I think you are out of luck wanting a "beam that can reach out miles and miles" and be seen by everyone within miles. "Very bright strong", no problem.
Beams appear to stop a relatively short distance from the observer approx. 100 to a few thousand of meters regardless of the output power of the laser.
I will try to steering you towards reality of laser beam visibility rather than imagination about same --here goes.
Beam visability to an observer is complicated real world phenomenon of light, eye sensitivity, and reflection from particle/aerosols in the air the details of which are not intuitively obvious.
The beam will go for miles--whether or not you can see the beam depends upon many things -- among them the position of the observer in relation to the source of the beam , amount of aerosols in the air of the Planetary Boundary Layer, an individuals eye sensitivity to any given wavelength.
In a vacuum, the laser beam itself would be invisible - regardless of power or colour. However, as the beam passes through Earth's atmosphere some of the photons encounter large airborne particles which reflect some of the light back to an observer.
You can see a laser beam for the same reason that the sky is blue!
It is extremely small airborne particles called aerosols having a diameter significantly less than the wavelength of the light that causes the beam to become visible.
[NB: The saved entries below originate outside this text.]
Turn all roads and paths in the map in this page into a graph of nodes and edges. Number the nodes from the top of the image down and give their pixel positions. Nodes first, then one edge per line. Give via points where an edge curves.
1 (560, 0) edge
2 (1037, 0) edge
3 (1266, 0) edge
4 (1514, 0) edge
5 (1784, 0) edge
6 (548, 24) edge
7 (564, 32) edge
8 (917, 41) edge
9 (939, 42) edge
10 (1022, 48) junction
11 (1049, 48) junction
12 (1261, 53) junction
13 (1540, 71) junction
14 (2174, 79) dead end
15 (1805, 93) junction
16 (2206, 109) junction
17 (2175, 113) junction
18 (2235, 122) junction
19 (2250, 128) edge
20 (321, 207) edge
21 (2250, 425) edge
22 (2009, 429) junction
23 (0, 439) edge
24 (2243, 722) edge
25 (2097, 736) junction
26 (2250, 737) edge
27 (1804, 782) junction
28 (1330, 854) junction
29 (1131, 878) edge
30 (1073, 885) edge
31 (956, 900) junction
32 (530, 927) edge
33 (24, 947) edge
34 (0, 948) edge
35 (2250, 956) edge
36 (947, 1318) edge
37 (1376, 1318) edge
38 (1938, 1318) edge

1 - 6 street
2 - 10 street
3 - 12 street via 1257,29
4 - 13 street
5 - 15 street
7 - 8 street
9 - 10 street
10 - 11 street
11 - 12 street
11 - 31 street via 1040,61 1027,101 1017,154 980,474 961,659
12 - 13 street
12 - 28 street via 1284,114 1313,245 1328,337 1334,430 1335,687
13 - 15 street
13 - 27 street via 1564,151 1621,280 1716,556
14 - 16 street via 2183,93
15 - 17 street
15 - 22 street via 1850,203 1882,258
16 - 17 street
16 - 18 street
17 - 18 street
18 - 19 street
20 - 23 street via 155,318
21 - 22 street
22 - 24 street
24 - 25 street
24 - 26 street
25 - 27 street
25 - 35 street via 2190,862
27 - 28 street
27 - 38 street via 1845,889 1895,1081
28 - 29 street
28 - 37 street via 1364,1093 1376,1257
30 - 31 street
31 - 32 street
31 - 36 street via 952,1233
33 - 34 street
The effect of minute particles scattering light is called Rayleigh scattering and it's most noticeable effect is to turn the daytime sky blue. Rayleigh scattering causes photons to be scattered in a roughly spherical manner around these particles. Some of the light is scattered forward (in the direction of the beam), a lesser amount is scattered to the sides and about the same amount that is scattered forward is scattered backwards towards the light source. This backwards scattering is why the beam is more visible to people standing near the person using it, than people standing some distance to the side. The more of these minute particles there are in the atmosphere, the more Rayleigh scattering there is
A laser of any power will appear to the observer(s) to stop in the sky due to The Planetary Boundary Layer.
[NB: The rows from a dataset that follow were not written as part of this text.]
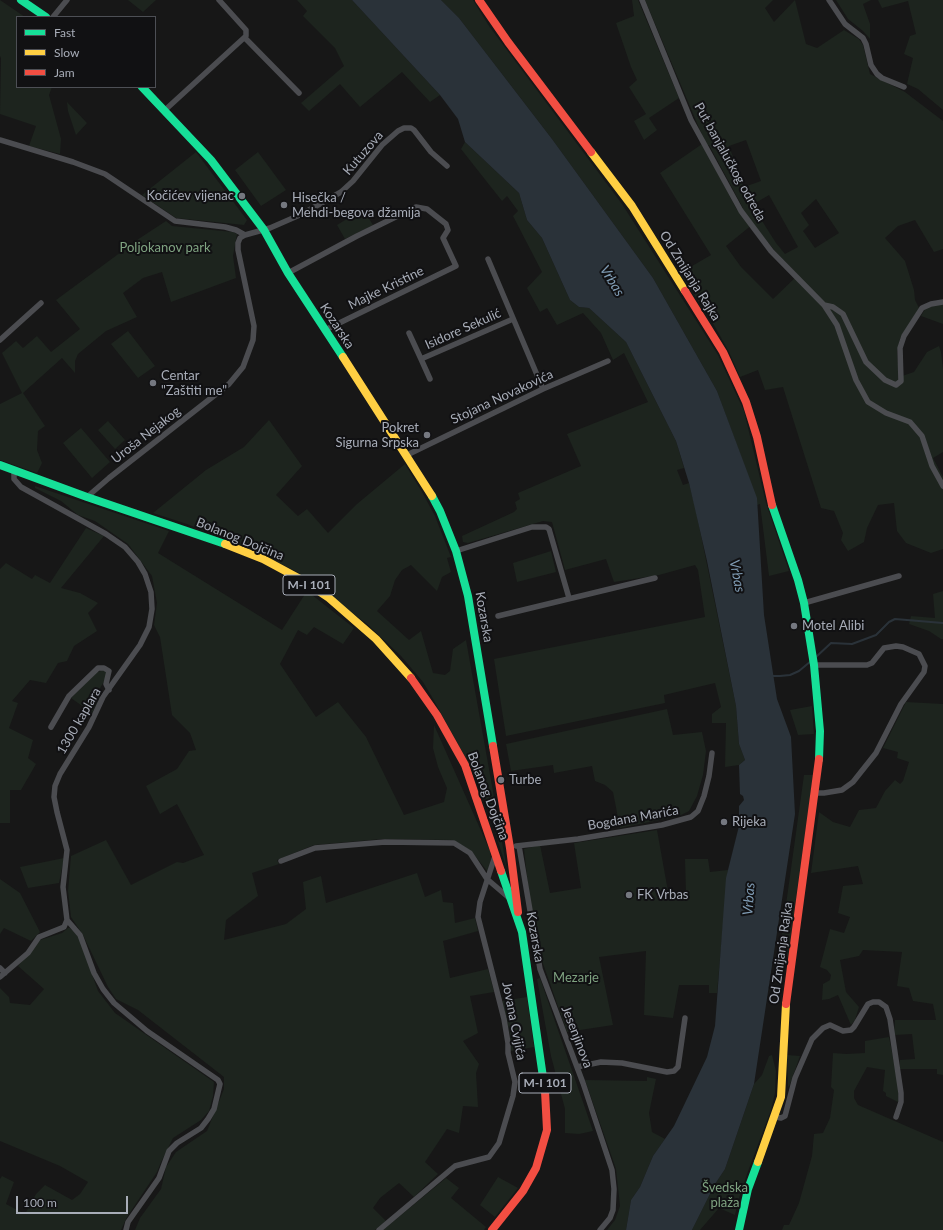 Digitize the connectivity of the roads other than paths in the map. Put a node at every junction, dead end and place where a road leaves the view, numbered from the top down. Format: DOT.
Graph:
graph roads {
  1 [pos="21,0"];
  2 [pos="67,0"];
  3 [pos="219,0"];
  4 [pos="479,0"];
  5 [pos="642,0"];
  6 [pos="829,0"];
  7 [pos="45,16"];
  8 [pos="54,16"];
  9 [pos="245,38"];
  10 [pos="904,87"];
  11 [pos="143,88"];
  12 [pos="299,92"];
  13 [pos="165,110"];
  14 [pos="0,140"];
  15 [pos="447,166"];
  16 [pos="264,230"];
  17 [pos="245,235"];
  18 [pos="488,259"];
  19 [pos="288,273"];
  20 [pos="943,302"];
  21 [pos="41,303"];
  22 [pos="824,305"];
  23 [pos="513,319"];
  24 [pos="325,330"];
  25 [pos="410,333"];
  26 [pos="0,340"];
  27 [pos="422,359"];
  28 [pos="608,361"];
  29 [pos="430,379"];
  30 [pos="543,389"];
  31 [pos="407,455"];
  32 [pos="0,466"];
  33 [pos="14,471"];
  34 [pos="943,486"];
  35 [pos="87,498"];
  36 [pos="456,551"];
  37 [pos="899,576"];
  38 [pos="655,578"];
  39 [pos="569,598"];
  40 [pos="804,603"];
  41 [pos="498,616"];
  42 [pos="814,665"];
  43 [pos="109,690"];
  44 [pos="51,727"];
  45 [pos="712,753"];
  46 [pos="816,792"];
  47 [pos="519,846"];
  48 [pos="510,848"];
  49 [pos="495,851"];
  50 [pos="281,861"];
  51 [pos="488,879"];
  52 [pos="512,902"];
  53 [pos="68,920"];
  54 [pos="519,923"];
  55 [pos="0,968"];
  56 [pos="5,973"];
  57 [pos="0,977"];
  58 [pos="685,1018"];
  59 [pos="576,1067"];
  60 [pos="896,1117"];
  61 [pos="776,1118"];
  62 [pos="126,1230"];
  63 [pos="380,1230"];
  64 [pos="492,1230"];
  65 [pos="600,1230"];
  66 [pos="740,1230"];
  1 -- 7 [label="main road"];
  2 -- 8 [label="street"];
  3 -- 9 [label="street"];
  4 -- 40 [label="main road, Od Zmijanja Rajka"];
  5 -- 22 [label="street, Put banjalučkog odreda"];
  6 -- 10 [label="street"];
  9 -- 12 [label="street"];
  9 -- 13 [label="street"];
  11 -- 13 [label="main road, Kozarska"];
  13 -- 16 [label="main road, Kozarska"];
  14 -- 17 [label="street"];
  15 -- 16 [label="street, Kutuzova"];
  16 -- 17 [label="street"];
  16 -- 19 [label="main road, Kozarska"];
  17 -- 35 [label="street, Uroša Nejakog"];
  18 -- 23 [label="street, Isidore Sekulić"];
  19 -- 24 [label="main road, Kozarska"];
  19 -- 24 [label="street, Majke Kristine"];
  20 -- 22 [label="street"];
  21 -- 26 [label="street"];
  22 -- 34 [label="street, Put banjalučkog odreda"];
  23 -- 27 [label="street, Isidore Sekulić"];
  23 -- 30 [label="street, Isidore Sekulić"];
  24 -- 31 [label="main road, Kozarska"];
  25 -- 27 [label="street, Isidore Sekulić"];
  27 -- 29 [label="street, Isidore Sekulić"];
  28 -- 30 [label="street, Stojana Novakovića"];
  30 -- 31 [label="street, Stojana Novakovića"];
  31 -- 36 [label="main road, Kozarska"];
  32 -- 33 [label="main road, Bolanog Dojčina / M-I 101"];
  33 -- 35 [label="main road, Bolanog Dojčina / M-I 101"];
  33 -- 43 [label="street, 1300 kaplara"];
  35 -- 49 [label="main road, Bolanog Dojčina / M-I 101"];
  36 -- 39 [label="street"];
  36 -- 48 [label="main road, Kozarska"];
  37 -- 40 [label="street"];
  38 -- 39 [label="street"];
  39 -- 41 [label="street"];
  40 -- 42 [label="main road, Od Zmijanja Rajka"];
  42 -- 46 [label="main road, Od Zmijanja Rajka"];
  42 -- 46 [label="street"];
  43 -- 44 [label="street"];
  43 -- 53 [label="street, 1300 kaplara"];
  45 -- 47 [label="street, Bogdana Marića"];
  46 -- 61 [label="main road, Od Zmijanja Rajka"];
  47 -- 48 [label="street, Bogdana Marića"];
  47 -- 59 [label="street, Jesenjinova"];
  48 -- 54 [label="main road, Kozarska"];
  49 -- 51 [label="street, Jovana Cvijića"];
  49 -- 52 [label="main road, Bolanog Dojčina / M-I 101"];
  50 -- 51 [label="street"];
  51 -- 52 [label="street"];
  51 -- 63 [label="street, Jovana Cvijića"];
  52 -- 54 [label="main road, Bolanog Dojčina / M-I 101"];
  53 -- 56 [label="street"];
  53 -- 62 [label="street"];
  54 -- 64 [label="main road, Kozarska / M-I 101"];
  55 -- 56 [label="street"];
  56 -- 57 [label="street"];
  58 -- 59 [label="street"];
  59 -- 65 [label="street, Jesenjinova"];
  60 -- 61 [label="street, Od Zmijanja Rajka"];
  61 -- 66 [label="main road, Od Zmijanja Rajka"];
}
The Planetary Boundary Layer is the lowest part of the Troposphere that is directly influenced by the presence of the Earth's surface. As in fluid dynamics, the air (a fluid) that is in direct contact with the Earth's surface moves very little (ignoring local winds). The air above can be in significant motion (e.g. the jet stream). When two fluids are in proximity where one is not moving and the other is moving a boundary layer must develop to accommodate the transition from one state to the other.
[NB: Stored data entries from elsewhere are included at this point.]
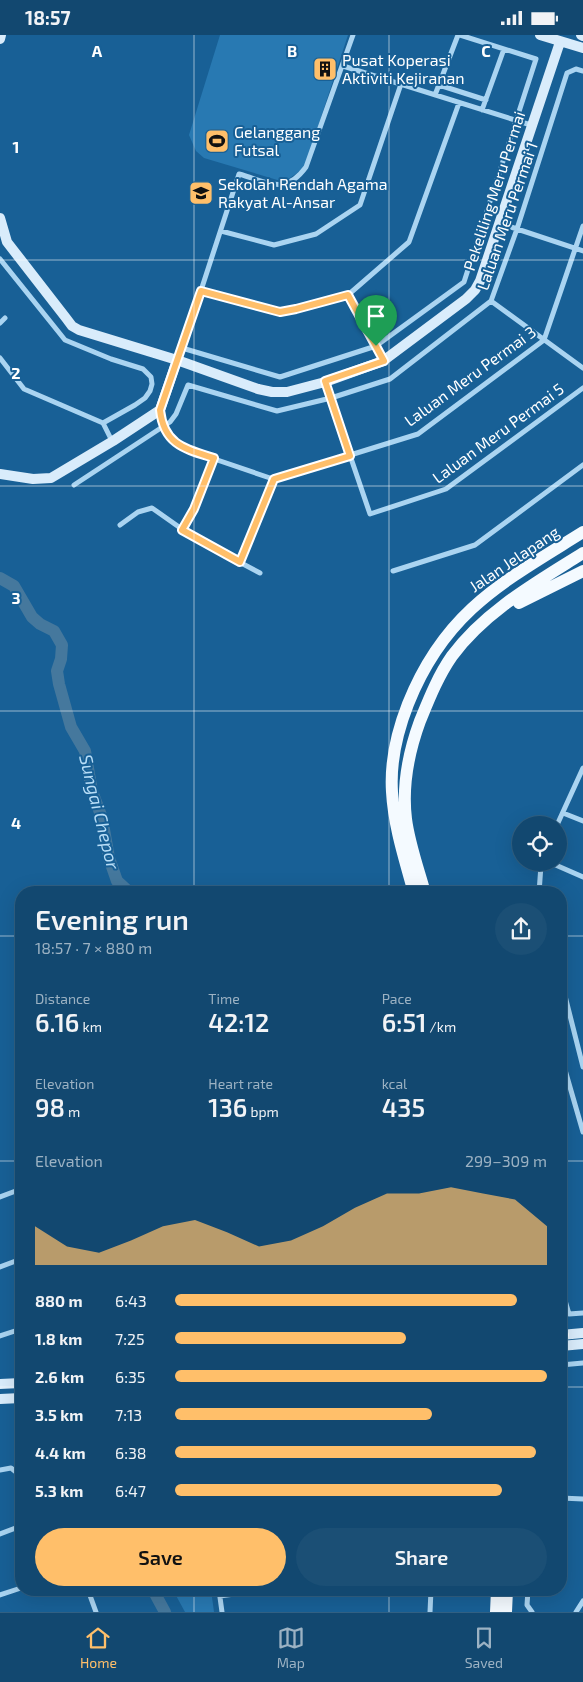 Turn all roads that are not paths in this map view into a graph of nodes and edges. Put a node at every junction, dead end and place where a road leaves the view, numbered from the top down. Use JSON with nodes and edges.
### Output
{"nodes":[{"id":1,"x":1,"y":35,"type":"edge"},
{"id":2,"x":353,"y":35,"type":"edge"},
{"id":3,"x":459,"y":35,"type":"edge"},
{"id":4,"x":540,"y":35,"type":"edge"},
{"id":5,"x":0,"y":39,"type":"edge"},
{"id":6,"x":560,"y":41,"type":"junction"},
{"id":7,"x":583,"y":48,"type":"edge"},
{"id":8,"x":504,"y":49,"type":"junction"},
{"id":9,"x":343,"y":66,"type":"junction"},
{"id":10,"x":583,"y":71,"type":"edge"},
{"id":11,"x":401,"y":84,"type":"junction"},
{"id":12,"x":439,"y":85,"type":"junction"},
{"id":13,"x":435,"y":95,"type":"junction"},
{"id":14,"x":486,"y":100,"type":"junction"},
{"id":15,"x":459,"y":103,"type":"junction"},
{"id":16,"x":482,"y":110,"type":"junction"},
{"id":17,"x":517,"y":121,"type":"junction"},
{"id":18,"x":531,"y":125,"type":"junction"},
{"id":19,"x":0,"y":218,"type":"edge"},
{"id":20,"x":499,"y":223,"type":"junction"},
{"id":21,"x":583,"y":227,"type":"edge"},
{"id":22,"x":517,"y":229,"type":"junction"},
{"id":23,"x":221,"y":231,"type":"junction"},
{"id":24,"x":4,"y":245,"type":"edge"},
{"id":25,"x":576,"y":249,"type":"junction"},
{"id":26,"x":583,"y":251,"type":"edge"},
{"id":27,"x":0,"y":259,"type":"edge"},
{"id":28,"x":201,"y":291,"type":"junction"},
{"id":29,"x":348,"y":295,"type":"junction"},
{"id":30,"x":491,"y":301,"type":"junction"},
{"id":31,"x":5,"y":318,"type":"dead end"},
{"id":32,"x":0,"y":323,"type":"edge"},
{"id":33,"x":544,"y":340,"type":"junction"},
{"id":34,"x":376,"y":346,"type":"junction"},
{"id":35,"x":182,"y":348,"type":"junction"},
{"id":36,"x":0,"y":358,"type":"edge"},
{"id":37,"x":177,"y":360,"type":"junction"},
{"id":38,"x":384,"y":361,"type":"junction"},
{"id":39,"x":583,"y":368,"type":"edge"},
{"id":40,"x":325,"y":381,"type":"junction"},
{"id":41,"x":583,"y":388,"type":"edge"},
{"id":42,"x":331,"y":398,"type":"junction"},
{"id":43,"x":160,"y":410,"type":"junction"},
{"id":44,"x":103,"y":423,"type":"junction"},
{"id":45,"x":163,"y":428,"type":"junction"},
{"id":46,"x":113,"y":441,"type":"junction"},
{"id":47,"x":350,"y":456,"type":"junction"},
{"id":48,"x":214,"y":458,"type":"junction"},
{"id":49,"x":583,"y":465,"type":"edge"},
{"id":50,"x":0,"y":474,"type":"edge"},
{"id":51,"x":274,"y":479,"type":"junction"},
{"id":52,"x":74,"y":485,"type":"dead end"},
{"id":53,"x":120,"y":525,"type":"dead end"},
{"id":54,"x":182,"y":530,"type":"junction"},
{"id":55,"x":583,"y":532,"type":"edge"},
{"id":56,"x":583,"y":553,"type":"edge"},
{"id":57,"x":240,"y":562,"type":"junction"},
{"id":58,"x":394,"y":571,"type":"dead end"},
{"id":59,"x":583,"y":571,"type":"edge"},
{"id":60,"x":260,"y":573,"type":"dead end"},
{"id":61,"x":478,"y":627,"type":"junction"},
{"id":62,"x":583,"y":768,"type":"edge"},
{"id":63,"x":563,"y":813,"type":"junction"},
{"id":64,"x":562,"y":816,"type":"edge"},
{"id":65,"x":583,"y":821,"type":"edge"},
{"id":66,"x":567,"y":870,"type":"edge"},
{"id":67,"x":541,"y":871,"type":"edge"},
{"id":68,"x":583,"y":877,"type":"edge"},
{"id":69,"x":412,"y":886,"type":"edge"},
{"id":70,"x":423,"y":886,"type":"edge"},
{"id":71,"x":540,"y":886,"type":"edge"},
{"id":72,"x":567,"y":1004,"type":"edge"},
{"id":73,"x":583,"y":1067,"type":"edge"},
{"id":74,"x":567,"y":1077,"type":"edge"},
{"id":75,"x":583,"y":1132,"type":"edge"},
{"id":76,"x":15,"y":1191,"type":"edge"},
{"id":77,"x":0,"y":1197,"type":"edge"},
{"id":78,"x":15,"y":1261,"type":"edge"},
{"id":79,"x":0,"y":1267,"type":"edge"},
{"id":80,"x":567,"y":1308,"type":"edge"},
{"id":81,"x":583,"y":1313,"type":"edge"},
{"id":82,"x":15,"y":1331,"type":"edge"},
{"id":83,"x":583,"y":1333,"type":"edge"},
{"id":84,"x":0,"y":1336,"type":"edge"},
{"id":85,"x":567,"y":1336,"type":"edge"},
{"id":86,"x":567,"y":1339,"type":"edge"},
{"id":87,"x":583,"y":1344,"type":"edge"},
{"id":88,"x":583,"y":1363,"type":"edge"},
{"id":89,"x":567,"y":1364,"type":"edge"},
{"id":90,"x":15,"y":1383,"type":"edge"},
{"id":91,"x":0,"y":1384,"type":"edge"},
{"id":92,"x":15,"y":1398,"type":"edge"},
{"id":93,"x":0,"y":1399,"type":"edge"},
{"id":94,"x":0,"y":1470,"type":"edge"},
{"id":95,"x":15,"y":1472,"type":"edge"},
{"id":96,"x":567,"y":1498,"type":"edge"},
{"id":97,"x":583,"y":1499,"type":"edge"},
{"id":98,"x":15,"y":1528,"type":"edge"},
{"id":99,"x":0,"y":1534,"type":"edge"},
{"id":100,"x":15,"y":1589,"type":"edge"},
{"id":101,"x":0,"y":1595,"type":"edge"},
{"id":102,"x":90,"y":1596,"type":"edge"},
{"id":103,"x":220,"y":1596,"type":"edge"},
{"id":104,"x":431,"y":1596,"type":"edge"},
{"id":105,"x":497,"y":1596,"type":"edge"},
{"id":106,"x":507,"y":1596,"type":"edge"},
{"id":107,"x":528,"y":1596,"type":"edge"},
{"id":108,"x":583,"y":1601,"type":"edge"},
{"id":109,"x":96,"y":1612,"type":"edge"},
{"id":110,"x":222,"y":1612,"type":"edge"},
{"id":111,"x":430,"y":1612,"type":"edge"},
{"id":112,"x":496,"y":1612,"type":"edge"},
{"id":113,"x":506,"y":1612,"type":"edge"},
{"id":114,"x":532,"y":1612,"type":"edge"},
{"id":115,"x":576,"y":1612,"type":"edge"}],
"edges":[{"from":1,"to":5,"type":"street"},
{"from":2,"to":9,"type":"street"},
{"from":3,"to":8,"type":"street"},
{"from":3,"to":12,"type":"street"},
{"from":4,"to":6,"type":"street"},
{"from":6,"to":7,"type":"street"},
{"from":6,"to":18,"type":"street","name":"Pekeliling Meru Permai"},
{"from":8,"to":14,"type":"street"},
{"from":8,"to":17,"type":"street","name":"Pekeliling Meru Permai"},
{"from":9,"to":11,"type":"street"},
{"from":9,"to":23,"type":"street"},
{"from":10,"to":22,"type":"street","name":"Laluan Meru Permai 1"},
{"from":11,"to":13,"type":"street"},
{"from":11,"to":23,"type":"street"},
{"from":12,"to":13,"type":"street"},
{"from":12,"to":14,"type":"street"},
{"from":13,"to":15,"type":"street"},
{"from":14,"to":16,"type":"street"},
{"from":15,"to":16,"type":"street"},
{"from":15,"to":29,"type":"street"},
{"from":16,"to":17,"type":"street"},
{"from":17,"to":18,"type":"street"},
{"from":17,"to":34,"type":"street","name":"Pekeliling Meru Permai"},
{"from":18,"to":20,"type":"street","name":"Pekeliling Meru Permai"},
{"from":19,"to":24,"type":"street"},
{"from":20,"to":22,"type":"street"},
{"from":20,"to":38,"type":"street","name":"Pekeliling Meru Permai"},
{"from":21,"to":25,"type":"street","name":"Laluan Meru Permai 3"},
{"from":22,"to":25,"type":"street"},
{"from":22,"to":30,"type":"street","name":"Laluan Meru Permai 1"},
{"from":23,"to":28,"type":"street"},
{"from":24,"to":37,"type":"street","name":"Pekeliling Meru Permai"},
{"from":25,"to":26,"type":"street"},
{"from":25,"to":33,"type":"street","name":"Laluan Meru Permai 3"},
{"from":27,"to":44,"type":"street"},
{"from":28,"to":29,"type":"street"},
{"from":28,"to":35,"type":"street"},
{"from":29,"to":34,"type":"street"},
{"from":30,"to":33,"type":"street"},
{"from":30,"to":42,"type":"street","name":"Laluan Meru Permai 1"},
{"from":31,"to":32,"type":"street"},
{"from":33,"to":39,"type":"street"},
{"from":33,"to":47,"type":"street","name":"Laluan Meru Permai 3"},
{"from":34,"to":35,"type":"street","name":"Pekeliling Meru Permai"},
{"from":34,"to":38,"type":"street"},
{"from":35,"to":37,"type":"street"},
{"from":36,"to":44,"type":"street"},
{"from":37,"to":40,"type":"street","name":"Pekeliling Meru Permai"},
{"from":37,"to":43,"type":"street"},
{"from":38,"to":40,"type":"street","name":"Pekeliling Meru Permai"},
{"from":40,"to":42,"type":"street"},
{"from":41,"to":47,"type":"street","name":"Laluan Meru Permai 5"},
{"from":42,"to":45,"type":"street","name":"Laluan Meru Permai 1"},
{"from":42,"to":47,"type":"street"},
{"from":43,"to":45,"type":"street"},
{"from":43,"to":46,"type":"street"},
{"from":44,"to":46,"type":"street"},
{"from":45,"to":48,"type":"street"},
{"from":45,"to":52,"type":"street","name":"Laluan Meru Permai 1"},
{"from":46,"to":50,"type":"street"},
{"from":47,"to":51,"type":"street","name":"Laluan Meru Permai 3"},
{"from":48,"to":51,"type":"street"},
{"from":48,"to":54,"type":"street"},
{"from":49,"to":58,"type":"street"},
{"from":51,"to":57,"type":"street"},
{"from":53,"to":54,"type":"street"},
{"from":54,"to":57,"type":"street"},
{"from":55,"to":69,"type":"main road","name":"Jalan Jelapang"},
{"from":56,"to":61,"type":"main road","name":"Jalan Jelapang"},
{"from":57,"to":60,"type":"street"},
{"from":59,"to":61,"type":"main road"},
{"from":61,"to":70,"type":"main road","name":"Jalan Jelapang"},
{"from":62,"to":63,"type":"street"},
{"from":63,"to":64,"type":"street"},
{"from":63,"to":65,"type":"street"},
{"from":66,"to":68,"type":"street"},
{"from":67,"to":71,"type":"street"},
{"from":72,"to":73,"type":"street"},
{"from":74,"to":75,"type":"street"},
{"from":76,"to":77,"type":"street"},
{"from":78,"to":79,"type":"street"},
{"from":80,"to":81,"type":"street"},
{"from":82,"to":84,"type":"street"},
{"from":83,"to":85,"type":"street"},
{"from":86,"to":87,"type":"street"},
{"from":88,"to":89,"type":"street"},
{"from":90,"to":91,"type":"street"},
{"from":92,"to":93,"type":"street"},
{"from":94,"to":95,"type":"street"},
{"from":96,"to":97,"type":"street"},
{"from":98,"to":99,"type":"street"},
{"from":100,"to":101,"type":"street"},
{"from":102,"to":109,"type":"street"},
{"from":103,"to":110,"type":"street"},
{"from":104,"to":111,"type":"street"},
{"from":105,"to":112,"type":"main road"},
{"from":106,"to":113,"type":"main road"},
{"from":107,"to":114,"type":"street"},
{"from":108,"to":115,"type":"street"}]}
Therefore, the portion of the atmosphere directly above the surface of the Earth is "capped" by a boundary layer. The thickness of the Planetary Boundary Layer changes from day-to-night and from day-to-day depending on local terrain (water, desert, earth, mountains) and local weather. This thickness varies from a few hundred to a few thousand meters as does how far out a laser beam is seen from an observers view.
Beyond the Planetary Boundary layer a laser beam appears to abruptly stop because there are less and less particles to reflect the light, even though the laser beam goes on for many miles.
Exactly how bright and how far vary at any given moment a beam wil be involves a lot more than you imagine.
There is additionally, the sensitivity of the eyes of the observer to wavelength emitted by the laser part which is again a complicated thing to go into and plays a part as well.
Laser dot is different--you can see a dot many miles away.
As regards relative brightness of different wavelengths here are 2 calculators each using a different curve--neither is 100% accurate but you can you can enter the wavelength and mw values into them and get a pretty good idea of how bright one is compared to another.
I hope that helps you decide which laser to buy as your first laser---really the answer is to just get one and some experience and from that determine where you want to go.
Generally higher power 532 green will make a beam the appears much more solid/substancial but not a whole lot brighter example 200mw will be thin and transparent compared to a 500mw most of the time in non-foggy conditions. In fog the will both be brilliant/very substancial as a torch or car headlights are in fog.
PS Know that it takes generally 4X the output in mw to appear roughly twice as bright to the eye which is another complicatied thing to explain.